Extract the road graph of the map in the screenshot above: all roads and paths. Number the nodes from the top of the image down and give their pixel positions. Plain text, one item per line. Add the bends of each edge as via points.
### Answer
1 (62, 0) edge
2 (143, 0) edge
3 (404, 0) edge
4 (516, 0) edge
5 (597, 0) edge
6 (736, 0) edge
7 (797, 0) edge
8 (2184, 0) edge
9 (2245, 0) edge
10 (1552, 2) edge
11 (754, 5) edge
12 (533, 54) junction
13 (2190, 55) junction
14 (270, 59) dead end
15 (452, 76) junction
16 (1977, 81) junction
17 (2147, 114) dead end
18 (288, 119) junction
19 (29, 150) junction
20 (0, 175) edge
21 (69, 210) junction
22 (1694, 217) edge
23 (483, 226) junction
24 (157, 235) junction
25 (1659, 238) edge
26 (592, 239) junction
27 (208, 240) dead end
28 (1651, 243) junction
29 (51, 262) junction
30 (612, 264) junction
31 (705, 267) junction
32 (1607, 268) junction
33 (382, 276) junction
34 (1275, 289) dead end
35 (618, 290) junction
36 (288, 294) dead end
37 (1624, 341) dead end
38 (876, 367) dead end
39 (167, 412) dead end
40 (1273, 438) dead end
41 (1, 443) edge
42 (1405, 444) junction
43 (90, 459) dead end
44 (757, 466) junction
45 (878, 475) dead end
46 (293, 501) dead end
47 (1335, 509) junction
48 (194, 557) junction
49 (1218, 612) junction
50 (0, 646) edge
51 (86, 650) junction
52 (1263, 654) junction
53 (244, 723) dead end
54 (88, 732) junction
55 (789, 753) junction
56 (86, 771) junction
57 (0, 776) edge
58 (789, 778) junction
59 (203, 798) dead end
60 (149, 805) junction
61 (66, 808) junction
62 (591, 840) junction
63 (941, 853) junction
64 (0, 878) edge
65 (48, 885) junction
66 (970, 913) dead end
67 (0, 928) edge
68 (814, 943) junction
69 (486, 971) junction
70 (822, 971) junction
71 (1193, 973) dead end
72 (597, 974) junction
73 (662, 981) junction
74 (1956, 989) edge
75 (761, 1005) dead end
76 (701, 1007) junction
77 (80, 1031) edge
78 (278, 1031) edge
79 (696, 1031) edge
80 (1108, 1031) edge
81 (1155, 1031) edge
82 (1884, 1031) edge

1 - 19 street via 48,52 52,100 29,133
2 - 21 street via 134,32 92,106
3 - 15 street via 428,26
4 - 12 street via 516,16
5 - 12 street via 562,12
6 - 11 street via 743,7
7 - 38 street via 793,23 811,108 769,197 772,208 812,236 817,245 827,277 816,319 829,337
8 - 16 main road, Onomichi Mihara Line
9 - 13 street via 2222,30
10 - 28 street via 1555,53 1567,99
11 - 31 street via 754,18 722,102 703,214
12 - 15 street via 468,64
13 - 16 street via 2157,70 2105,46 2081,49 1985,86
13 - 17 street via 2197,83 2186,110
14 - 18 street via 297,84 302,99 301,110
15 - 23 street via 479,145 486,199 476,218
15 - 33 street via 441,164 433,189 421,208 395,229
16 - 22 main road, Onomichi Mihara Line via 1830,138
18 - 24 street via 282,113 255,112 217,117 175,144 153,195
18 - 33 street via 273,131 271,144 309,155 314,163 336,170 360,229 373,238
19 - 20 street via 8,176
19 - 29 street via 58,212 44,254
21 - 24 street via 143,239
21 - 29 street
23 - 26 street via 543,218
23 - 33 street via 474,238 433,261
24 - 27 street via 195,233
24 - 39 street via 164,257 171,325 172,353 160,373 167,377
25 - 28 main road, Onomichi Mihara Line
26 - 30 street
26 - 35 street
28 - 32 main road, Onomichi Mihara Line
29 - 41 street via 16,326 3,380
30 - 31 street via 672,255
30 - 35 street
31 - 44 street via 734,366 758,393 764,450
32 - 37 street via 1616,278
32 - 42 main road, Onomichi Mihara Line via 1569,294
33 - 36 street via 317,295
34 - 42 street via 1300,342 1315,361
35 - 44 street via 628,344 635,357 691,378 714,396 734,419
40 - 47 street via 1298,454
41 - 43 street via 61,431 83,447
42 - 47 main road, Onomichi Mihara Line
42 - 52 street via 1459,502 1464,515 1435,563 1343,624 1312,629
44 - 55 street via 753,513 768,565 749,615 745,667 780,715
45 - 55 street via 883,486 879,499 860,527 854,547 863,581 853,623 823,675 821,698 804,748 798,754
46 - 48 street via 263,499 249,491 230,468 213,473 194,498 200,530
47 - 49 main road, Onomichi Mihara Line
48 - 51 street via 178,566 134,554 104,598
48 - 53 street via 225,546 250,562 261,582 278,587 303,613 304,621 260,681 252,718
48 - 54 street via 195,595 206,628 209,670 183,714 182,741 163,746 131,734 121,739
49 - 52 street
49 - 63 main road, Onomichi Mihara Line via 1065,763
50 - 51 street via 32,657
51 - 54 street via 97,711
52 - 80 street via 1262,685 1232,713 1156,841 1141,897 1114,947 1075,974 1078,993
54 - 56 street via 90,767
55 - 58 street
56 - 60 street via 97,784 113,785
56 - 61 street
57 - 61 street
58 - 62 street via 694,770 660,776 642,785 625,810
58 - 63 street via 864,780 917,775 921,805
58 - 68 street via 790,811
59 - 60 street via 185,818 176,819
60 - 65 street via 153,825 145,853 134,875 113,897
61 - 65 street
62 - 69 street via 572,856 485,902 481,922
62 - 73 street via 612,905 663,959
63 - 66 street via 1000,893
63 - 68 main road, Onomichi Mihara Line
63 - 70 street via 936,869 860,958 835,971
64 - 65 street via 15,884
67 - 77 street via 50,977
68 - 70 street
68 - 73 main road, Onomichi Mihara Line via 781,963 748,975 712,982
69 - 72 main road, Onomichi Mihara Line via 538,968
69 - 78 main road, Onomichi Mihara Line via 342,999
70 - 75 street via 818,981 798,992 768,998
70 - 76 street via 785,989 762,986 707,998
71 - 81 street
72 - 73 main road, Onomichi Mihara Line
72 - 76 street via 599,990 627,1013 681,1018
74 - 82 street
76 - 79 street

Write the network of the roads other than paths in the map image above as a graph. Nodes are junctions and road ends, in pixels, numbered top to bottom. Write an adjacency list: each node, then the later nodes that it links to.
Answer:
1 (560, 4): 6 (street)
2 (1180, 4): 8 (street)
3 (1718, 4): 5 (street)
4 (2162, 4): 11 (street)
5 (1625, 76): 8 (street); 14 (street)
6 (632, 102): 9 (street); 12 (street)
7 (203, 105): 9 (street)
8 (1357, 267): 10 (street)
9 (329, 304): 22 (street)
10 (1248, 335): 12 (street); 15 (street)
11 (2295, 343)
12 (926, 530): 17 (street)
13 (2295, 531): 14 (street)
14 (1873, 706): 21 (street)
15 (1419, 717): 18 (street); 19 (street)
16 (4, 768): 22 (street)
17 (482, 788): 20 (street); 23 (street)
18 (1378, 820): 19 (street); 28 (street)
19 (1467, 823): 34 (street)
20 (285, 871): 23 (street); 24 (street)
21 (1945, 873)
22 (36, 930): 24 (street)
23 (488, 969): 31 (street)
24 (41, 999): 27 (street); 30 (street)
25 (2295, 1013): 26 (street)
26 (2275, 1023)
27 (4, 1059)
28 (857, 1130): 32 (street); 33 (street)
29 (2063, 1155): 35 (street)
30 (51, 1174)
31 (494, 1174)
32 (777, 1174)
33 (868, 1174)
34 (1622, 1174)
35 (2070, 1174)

- - - - - - -

PROBLEM DESCRIPTION ▸ Print the whole listing again, exactly.

ANSWER BOX ▸
Extract the road graph of the map in the screenshot above: all roads and paths. Number the nodes from the top of the image down and give their pixel positions. Plain text, one item per line. Add the bends of each edge as via points.
### Answer
1 (62, 0) edge
2 (143, 0) edge
3 (404, 0) edge
4 (516, 0) edge
5 (597, 0) edge
6 (736, 0) edge
7 (797, 0) edge
8 (2184, 0) edge
9 (2245, 0) edge
10 (1552, 2) edge
11 (754, 5) edge
12 (533, 54) junction
13 (2190, 55) junction
14 (270, 59) dead end
15 (452, 76) junction
16 (1977, 81) junction
17 (2147, 114) dead end
18 (288, 119) junction
19 (29, 150) junction
20 (0, 175) edge
21 (69, 210) junction
22 (1694, 217) edge
23 (483, 226) junction
24 (157, 235) junction
25 (1659, 238) edge
26 (592, 239) junction
27 (208, 240) dead end
28 (1651, 243) junction
29 (51, 262) junction
30 (612, 264) junction
31 (705, 267) junction
32 (1607, 268) junction
33 (382, 276) junction
34 (1275, 289) dead end
35 (618, 290) junction
36 (288, 294) dead end
37 (1624, 341) dead end
38 (876, 367) dead end
39 (167, 412) dead end
40 (1273, 438) dead end
41 (1, 443) edge
42 (1405, 444) junction
43 (90, 459) dead end
44 (757, 466) junction
45 (878, 475) dead end
46 (293, 501) dead end
47 (1335, 509) junction
48 (194, 557) junction
49 (1218, 612) junction
50 (0, 646) edge
51 (86, 650) junction
52 (1263, 654) junction
53 (244, 723) dead end
54 (88, 732) junction
55 (789, 753) junction
56 (86, 771) junction
57 (0, 776) edge
58 (789, 778) junction
59 (203, 798) dead end
60 (149, 805) junction
61 (66, 808) junction
62 (591, 840) junction
63 (941, 853) junction
64 (0, 878) edge
65 (48, 885) junction
66 (970, 913) dead end
67 (0, 928) edge
68 (814, 943) junction
69 (486, 971) junction
70 (822, 971) junction
71 (1193, 973) dead end
72 (597, 974) junction
73 (662, 981) junction
74 (1956, 989) edge
75 (761, 1005) dead end
76 (701, 1007) junction
77 (80, 1031) edge
78 (278, 1031) edge
79 (696, 1031) edge
80 (1108, 1031) edge
81 (1155, 1031) edge
82 (1884, 1031) edge

1 - 19 street via 48,52 52,100 29,133
2 - 21 street via 134,32 92,106
3 - 15 street via 428,26
4 - 12 street via 516,16
5 - 12 street via 562,12
6 - 11 street via 743,7
7 - 38 street via 793,23 811,108 769,197 772,208 812,236 817,245 827,277 816,319 829,337
8 - 16 main road, Onomichi Mihara Line
9 - 13 street via 2222,30
10 - 28 street via 1555,53 1567,99
11 - 31 street via 754,18 722,102 703,214
12 - 15 street via 468,64
13 - 16 street via 2157,70 2105,46 2081,49 1985,86
13 - 17 street via 2197,83 2186,110
14 - 18 street via 297,84 302,99 301,110
15 - 23 street via 479,145 486,199 476,218
15 - 33 street via 441,164 433,189 421,208 395,229
16 - 22 main road, Onomichi Mihara Line via 1830,138
18 - 24 street via 282,113 255,112 217,117 175,144 153,195
18 - 33 street via 273,131 271,144 309,155 314,163 336,170 360,229 373,238
19 - 20 street via 8,176
19 - 29 street via 58,212 44,254
21 - 24 street via 143,239
21 - 29 street
23 - 26 street via 543,218
23 - 33 street via 474,238 433,261
24 - 27 street via 195,233
24 - 39 street via 164,257 171,325 172,353 160,373 167,377
25 - 28 main road, Onomichi Mihara Line
26 - 30 street
26 - 35 street
28 - 32 main road, Onomichi Mihara Line
29 - 41 street via 16,326 3,380
30 - 31 street via 672,255
30 - 35 street
31 - 44 street via 734,366 758,393 764,450
32 - 37 street via 1616,278
32 - 42 main road, Onomichi Mihara Line via 1569,294
33 - 36 street via 317,295
34 - 42 street via 1300,342 1315,361
35 - 44 street via 628,344 635,357 691,378 714,396 734,419
40 - 47 street via 1298,454
41 - 43 street via 61,431 83,447
42 - 47 main road, Onomichi Mihara Line
42 - 52 street via 1459,502 1464,515 1435,563 1343,624 1312,629
44 - 55 street via 753,513 768,565 749,615 745,667 780,715
45 - 55 street via 883,486 879,499 860,527 854,547 863,581 853,623 823,675 821,698 804,748 798,754
46 - 48 street via 263,499 249,491 230,468 213,473 194,498 200,530
47 - 49 main road, Onomichi Mihara Line
48 - 51 street via 178,566 134,554 104,598
48 - 53 street via 225,546 250,562 261,582 278,587 303,613 304,621 260,681 252,718
48 - 54 street via 195,595 206,628 209,670 183,714 182,741 163,746 131,734 121,739
49 - 52 street
49 - 63 main road, Onomichi Mihara Line via 1065,763
50 - 51 street via 32,657
51 - 54 street via 97,711
52 - 80 street via 1262,685 1232,713 1156,841 1141,897 1114,947 1075,974 1078,993
54 - 56 street via 90,767
55 - 58 street
56 - 60 street via 97,784 113,785
56 - 61 street
57 - 61 street
58 - 62 street via 694,770 660,776 642,785 625,810
58 - 63 street via 864,780 917,775 921,805
58 - 68 street via 790,811
59 - 60 street via 185,818 176,819
60 - 65 street via 153,825 145,853 134,875 113,897
61 - 65 street
62 - 69 street via 572,856 485,902 481,922
62 - 73 street via 612,905 663,959
63 - 66 street via 1000,893
63 - 68 main road, Onomichi Mihara Line
63 - 70 street via 936,869 860,958 835,971
64 - 65 street via 15,884
67 - 77 street via 50,977
68 - 70 street
68 - 73 main road, Onomichi Mihara Line via 781,963 748,975 712,982
69 - 72 main road, Onomichi Mihara Line via 538,968
69 - 78 main road, Onomichi Mihara Line via 342,999
70 - 75 street via 818,981 798,992 768,998
70 - 76 street via 785,989 762,986 707,998
71 - 81 street
72 - 73 main road, Onomichi Mihara Line
72 - 76 street via 599,990 627,1013 681,1018
74 - 82 street
76 - 79 street

Write the network of the roads other than paths in the map image above as a graph. Nodes are junctions and road ends, in pixels, numbered top to bottom. Write an adjacency list: each node, then the later nodes that it links to.
Answer:
1 (560, 4): 6 (street)
2 (1180, 4): 8 (street)
3 (1718, 4): 5 (street)
4 (2162, 4): 11 (street)
5 (1625, 76): 8 (street); 14 (street)
6 (632, 102): 9 (street); 12 (street)
7 (203, 105): 9 (street)
8 (1357, 267): 10 (street)
9 (329, 304): 22 (street)
10 (1248, 335): 12 (street); 15 (street)
11 (2295, 343)
12 (926, 530): 17 (street)
13 (2295, 531): 14 (street)
14 (1873, 706): 21 (street)
15 (1419, 717): 18 (street); 19 (street)
16 (4, 768): 22 (street)
17 (482, 788): 20 (street); 23 (street)
18 (1378, 820): 19 (street); 28 (street)
19 (1467, 823): 34 (street)
20 (285, 871): 23 (street); 24 (street)
21 (1945, 873)
22 (36, 930): 24 (street)
23 (488, 969): 31 (street)
24 (41, 999): 27 (street); 30 (street)
25 (2295, 1013): 26 (street)
26 (2275, 1023)
27 (4, 1059)
28 (857, 1130): 32 (street); 33 (street)
29 (2063, 1155): 35 (street)
30 (51, 1174)
31 (494, 1174)
32 (777, 1174)
33 (868, 1174)
34 (1622, 1174)
35 (2070, 1174)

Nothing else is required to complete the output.